# Cheaper finishing salt?



## rahimlee54 (Feb 14, 2015)

Does anyone know of a place that sells finishing salt for a decent price. I have been buying some here and there but I'd like to buy 4-5 kinds and not spend a fortune. I know its specialty so it's gonna cost but figured I'd see if anyone has seen something I have not.

Thanks


----------



## chinacats (Feb 14, 2015)

Have you been to A Southern Season? Not cheap but very good selection.


----------



## Casaluz (Feb 14, 2015)

I get all the salts I use (and I use several kinds) from the Meadow. Great quality, service and I believe it is not exorbitant price: https://www.atthemeadow.com/
Depending on what do you want it for I could suggest a few:
1) Sel Gris de Guérande: I buy this in 1 pound bags and use it at home for cooking, sauces, pasta, etc. https://www.atthemeadow.com/gourmet-sea-salt/sel-gris/sel-gris-de-guerande-french-sea-salt.html

2) Amabito No Moshio Japanese Seaweed Sea Salt: I am partial to Japanese salts, and among those, this is the most exquisite finishing salt I have tasted for sashimi, ceviche, and fish in general. https://www.atthemeadow.com/gourmet-sea-salt/shio/aguni-koshin-odo-japanese-sea-salt.html

3) Ara Shio Japanese Sea Salt: Wonderful finishing salt for meat and poultry, this is a great alternative as a finishing salt (also from Japan, and cheaper than Amabito No Moshio) https://www.atthemeadow.com/gourmet-sea-salt/shio/ara-shio-japanese-sea-salt.html

4) Peruvian Warm Springs Finishing Salt: this is an undiscovered finished salt that has great taste and consistency from a place that knows how to use salt in gastronomy, superb quality, and very, very reasonable price https://www.atthemeadow.com/gourmet-sea-salt/shio/ara-shio-japanese-sea-salt.html

5) Finally, I would like to point you to a (still) much lesser known wonderful salt: J. Q. Dickinson Saltworks from the Appalachian Mountains in West Virginia.

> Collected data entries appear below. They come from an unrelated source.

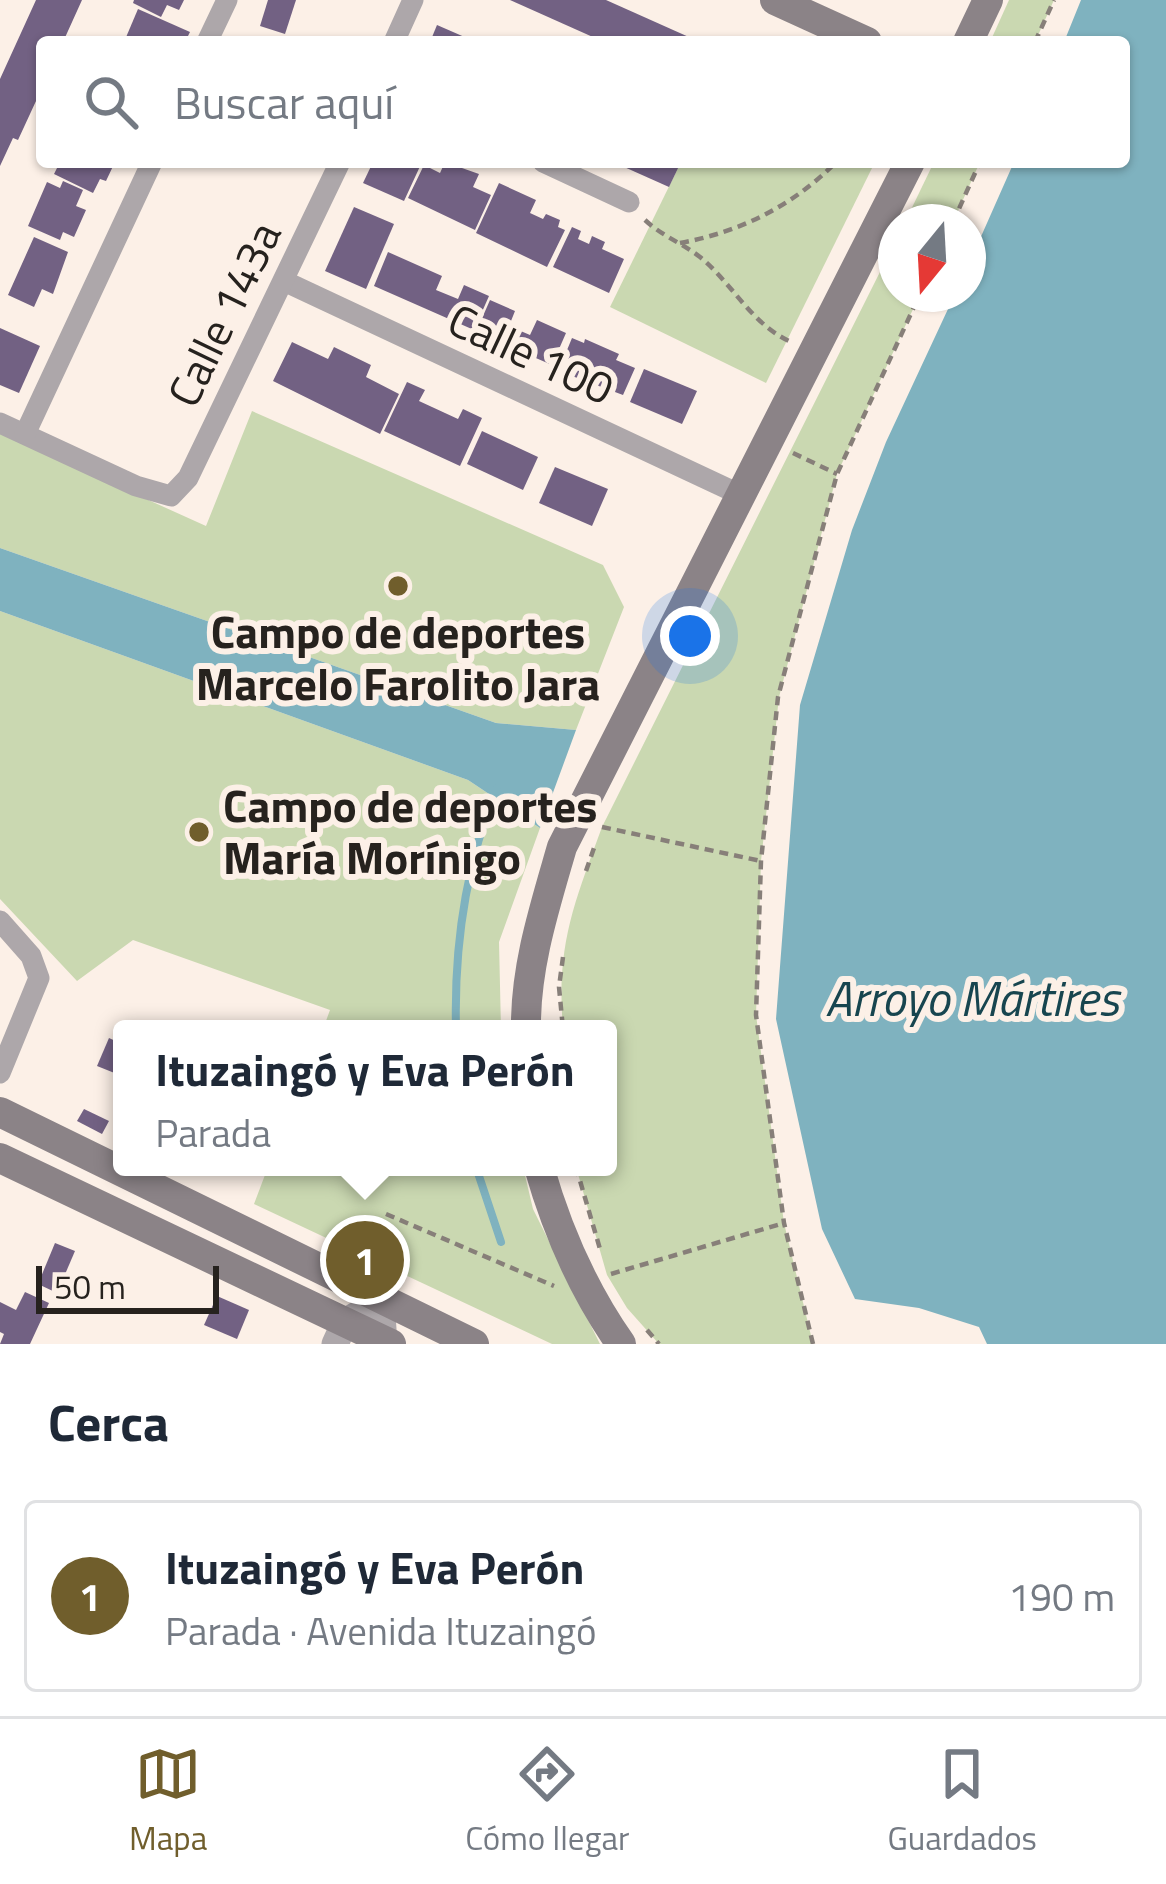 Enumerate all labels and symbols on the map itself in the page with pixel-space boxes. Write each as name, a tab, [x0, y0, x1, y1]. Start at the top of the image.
north arrow	[878, 204, 986, 312]
street label: Calle 143a	[149, 209, 297, 418]
street label: Calle 100	[437, 285, 626, 421]
marker: Campo de deportes Marcelo Farolito Jara	[385, 573, 411, 599]
place label: Campo de deportes Marcelo Farolito Jara	[196, 597, 600, 717]
your location	[660, 606, 720, 666]
place label: Campo de deportes María Morínigo	[223, 771, 597, 891]
marker: Campo de deportes María Morínigo	[186, 819, 212, 845]
water label: Arroyo Mártires	[825, 962, 1122, 1035]
pin: 1	[326, 1215, 404, 1305]
scale bar	[36, 1260, 219, 1313] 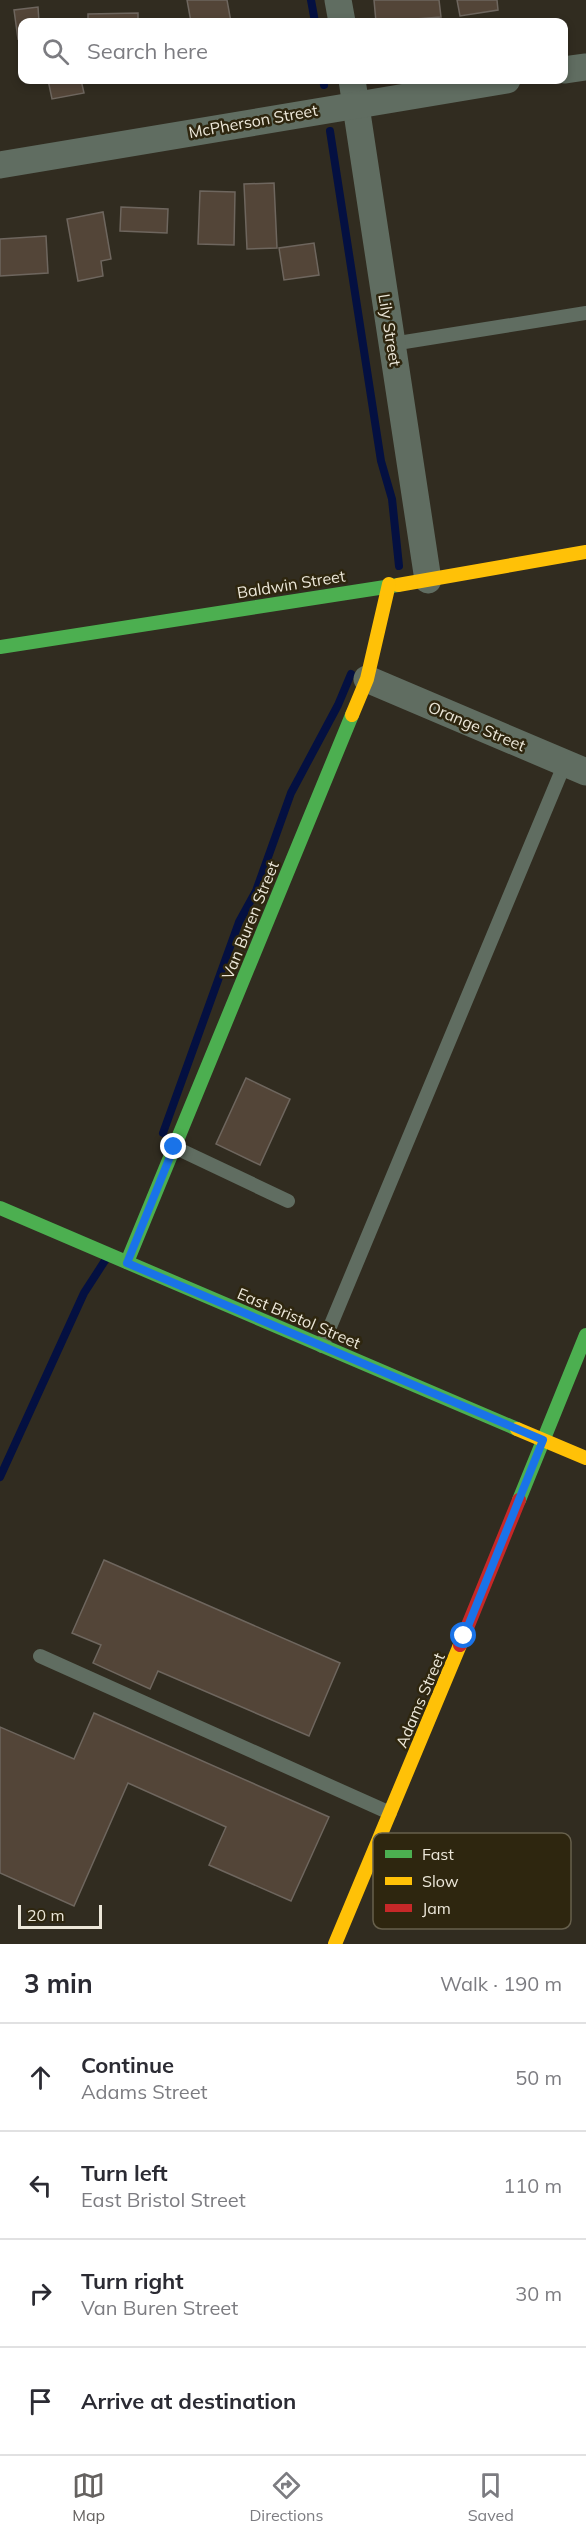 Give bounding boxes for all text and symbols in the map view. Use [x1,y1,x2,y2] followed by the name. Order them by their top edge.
[18,18,568,84] search box
[39,35,72,68] icon: search
[87,37,208,65] text: Search here
[187,100,320,142] street label: McPherson Street
[374,292,406,368] street label: Lily Street
[235,566,347,602] street label: Baldwin Street
[425,697,529,756] street label: Orange Street
[217,858,283,982] street label: Van Buren Street
[160,1133,186,1159] route end
[234,1283,364,1353] street label: East Bristol Street
[450,1622,476,1648] route start
[391,1649,449,1751] street label: Adams Street
[373,1833,571,1929] legend
[422,1844,454,1864] text: Fast
[422,1871,459,1891] text: Slow
[422,1898,451,1918] text: Jam
[18,1902,102,1930] scale bar
[27,1905,64,1925] text: 20 m
[24,1967,93,2000] text: 3 min
[440,1971,562,1996] text: Walk · 190 m
[81,2051,174,2079] text: Continue
[24,2061,57,2094] icon: ahead
[515,2065,562,2090] text: 50 m
[81,2079,208,2104] text: Adams Street
[81,2159,168,2187] text: Turn left
[24,2169,57,2202] icon: left
[503,2173,562,2198] text: 110 m
[81,2187,246,2212] text: East Bristol Street
[81,2267,184,2295] text: Turn right
[24,2277,57,2310] icon: right
[515,2281,562,2306] text: 30 m
[81,2295,238,2320] text: Van Buren Street
[24,2385,57,2418] icon: arrive
[81,2387,296,2415] text: Arrive at destination
[72,2469,105,2525] tab: Map
[249,2469,323,2525] tab: Directions
[468,2469,514,2525] tab: Saved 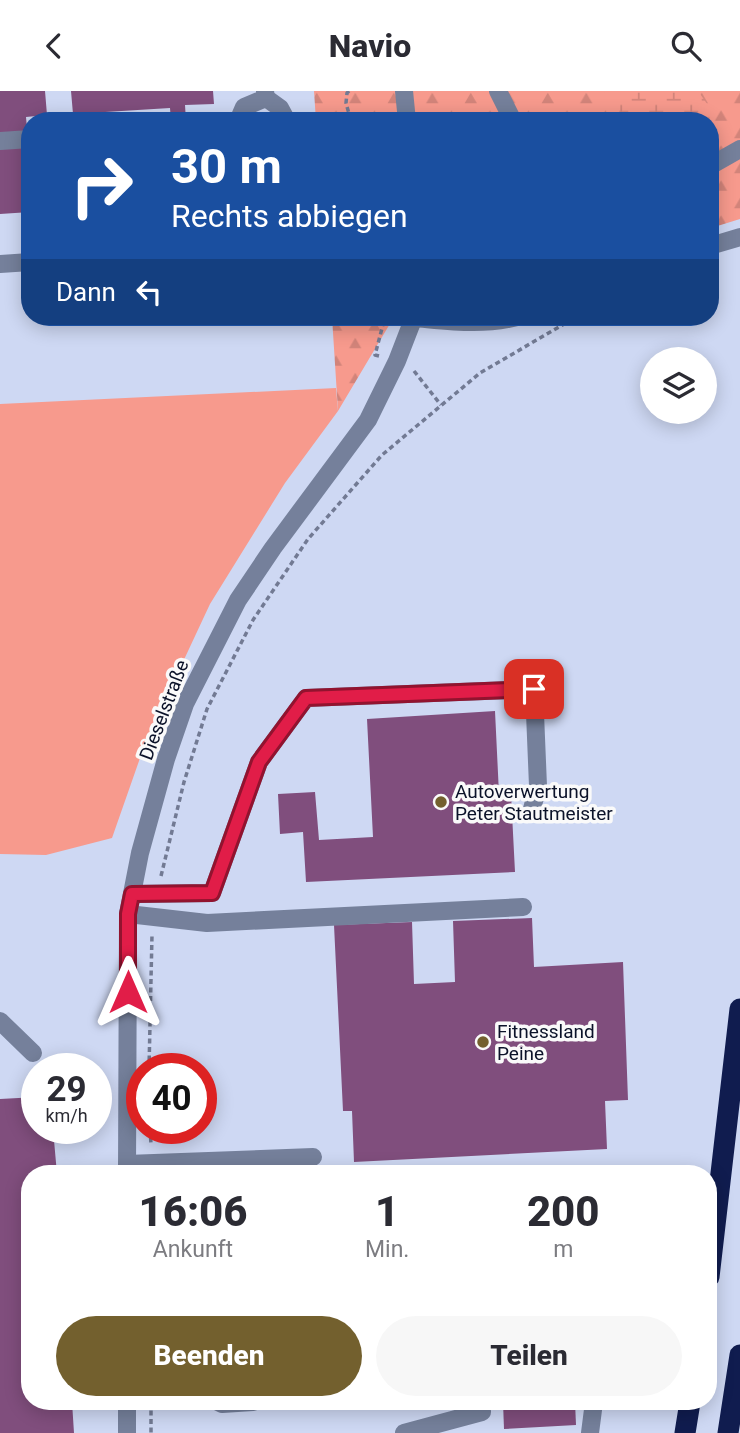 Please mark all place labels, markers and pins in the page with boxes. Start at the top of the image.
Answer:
pin [504,659,564,719]
place label: Autoverwertung Peter Stautmeister [455,780,613,825]
marker: Autoverwertung Peter Stautmeister [433,794,449,810]
place label: Fitnessland Peine [497,1020,595,1065]
marker: Fitnessland Peine [475,1034,491,1050] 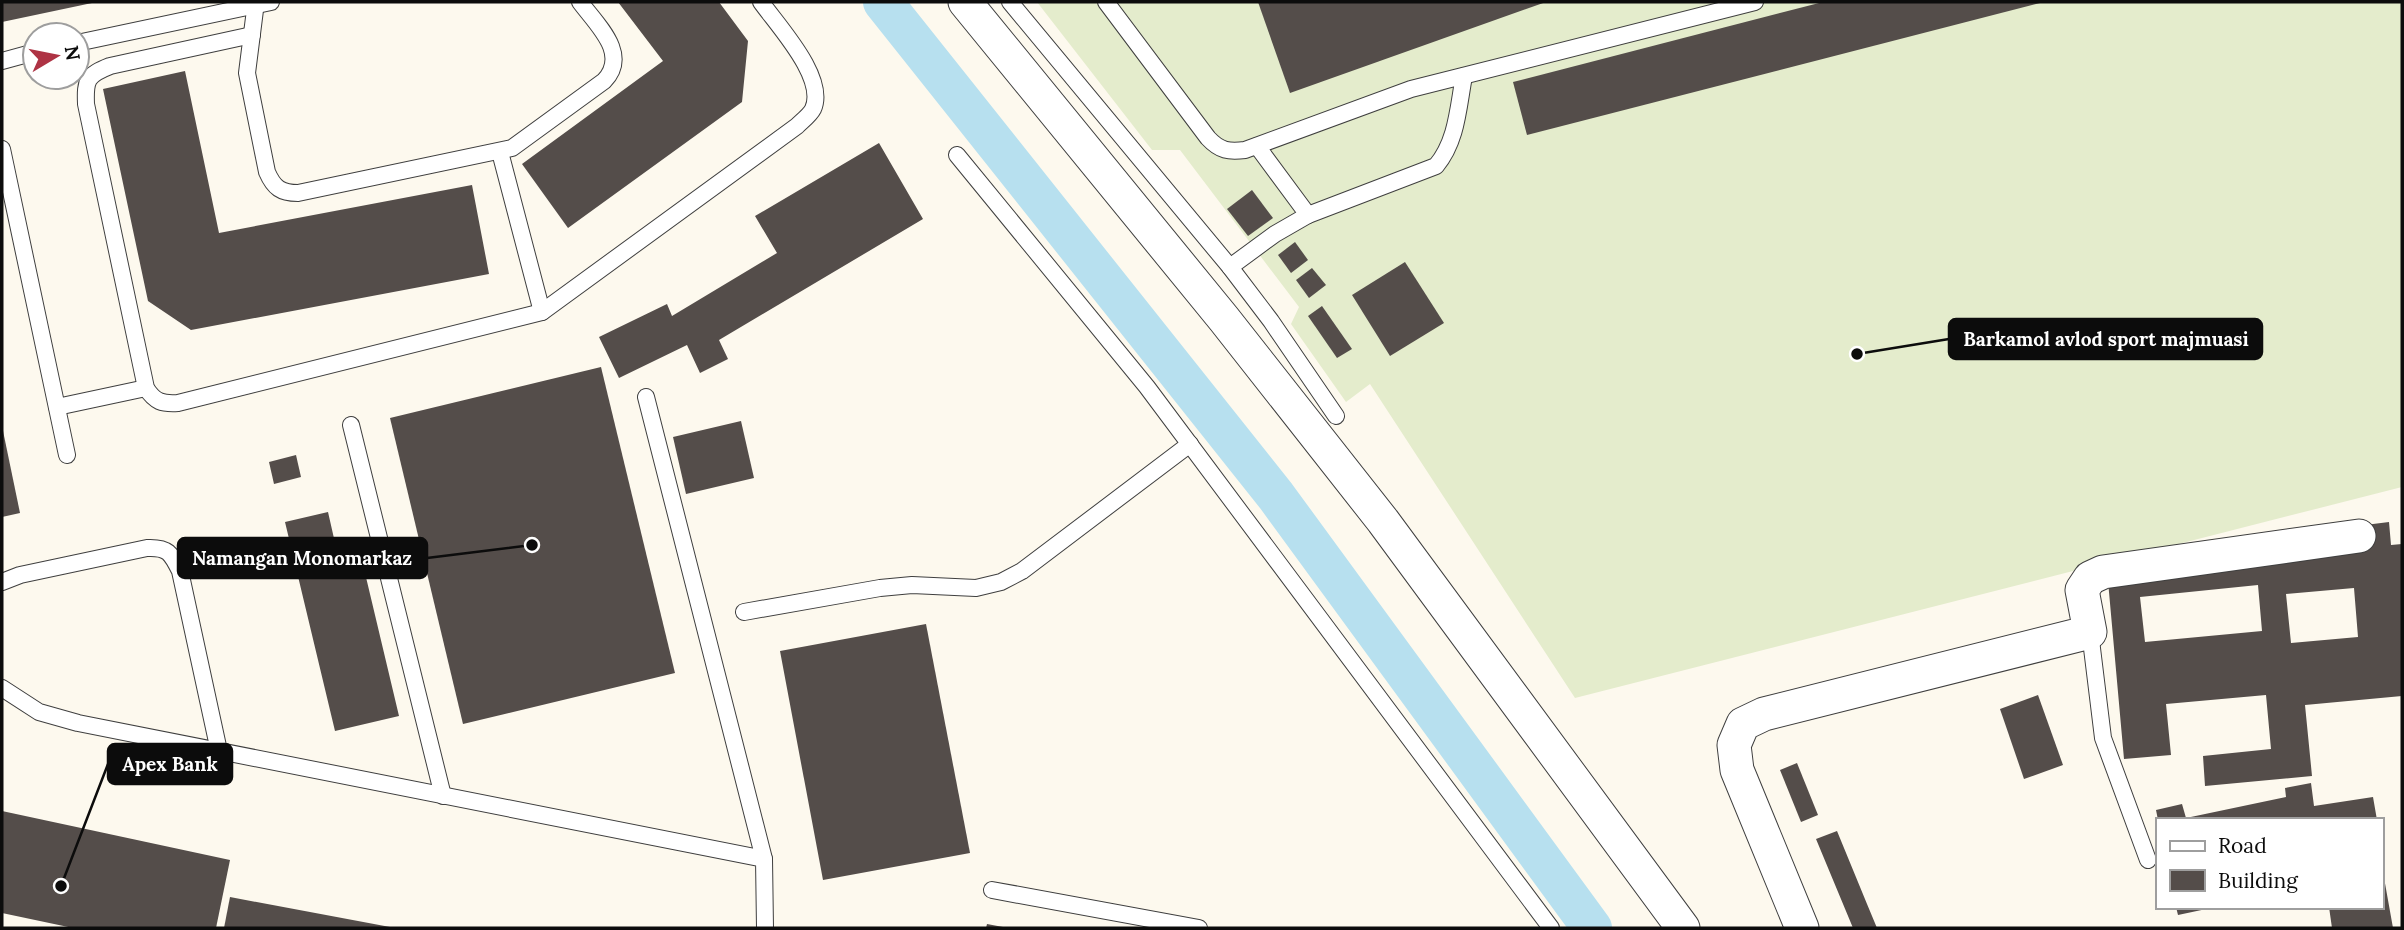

Their story is extraordinary; the founders are trying to revive one of the most famous saltworks in the US with love , craftmanship and absolute passion for their land. Their salt is not only fantastic particularly in beef, but also for the meaning of what they are trying to build and the care they put into it. They deserve respect for their effort to rebuild old traditions from their land and bring back business sorely needed there. http://www.jqdsalt.com/timeline/
-


----------



## boomchakabowwow (Feb 15, 2015)

what's finishing salt?


----------



## Casaluz (Feb 15, 2015)

A finishing salt is a salt used almost like a spice just before serving the food. Its flavor and texture should complement the dish. Many regular salts have anti caking agents and they taste bitter. A finishing salt is usually artisan and differ in taste, texture, humidity/water content/ and mineral content depending on how and where it was obtained. A common example (in my home) is flake salt from Maldon sprinkled on your vegetables in a salad just before adding olive oil and vinegar (in that order, although I am sure there will be disagreement with this), or fleur de salt over pork or beef, shio salt on top of fish or pink Himalayan salt hand grated (which by the way, does not come from the sea but from mines, and it does not come from the Himalayas but from Pakistan but is marketed that way not to offend some sensibilities) on top of sauce much like pepper, coarse Mediterranean salt on top of a porterhouse... it is fun to get a few distinct salts and conduct a "tasting"... by the way, I am not including flavored salts here, where the salt is mixed with other things for flavor, such as saffron, piment d'espelette, etc.


----------



## Roger (Feb 15, 2015)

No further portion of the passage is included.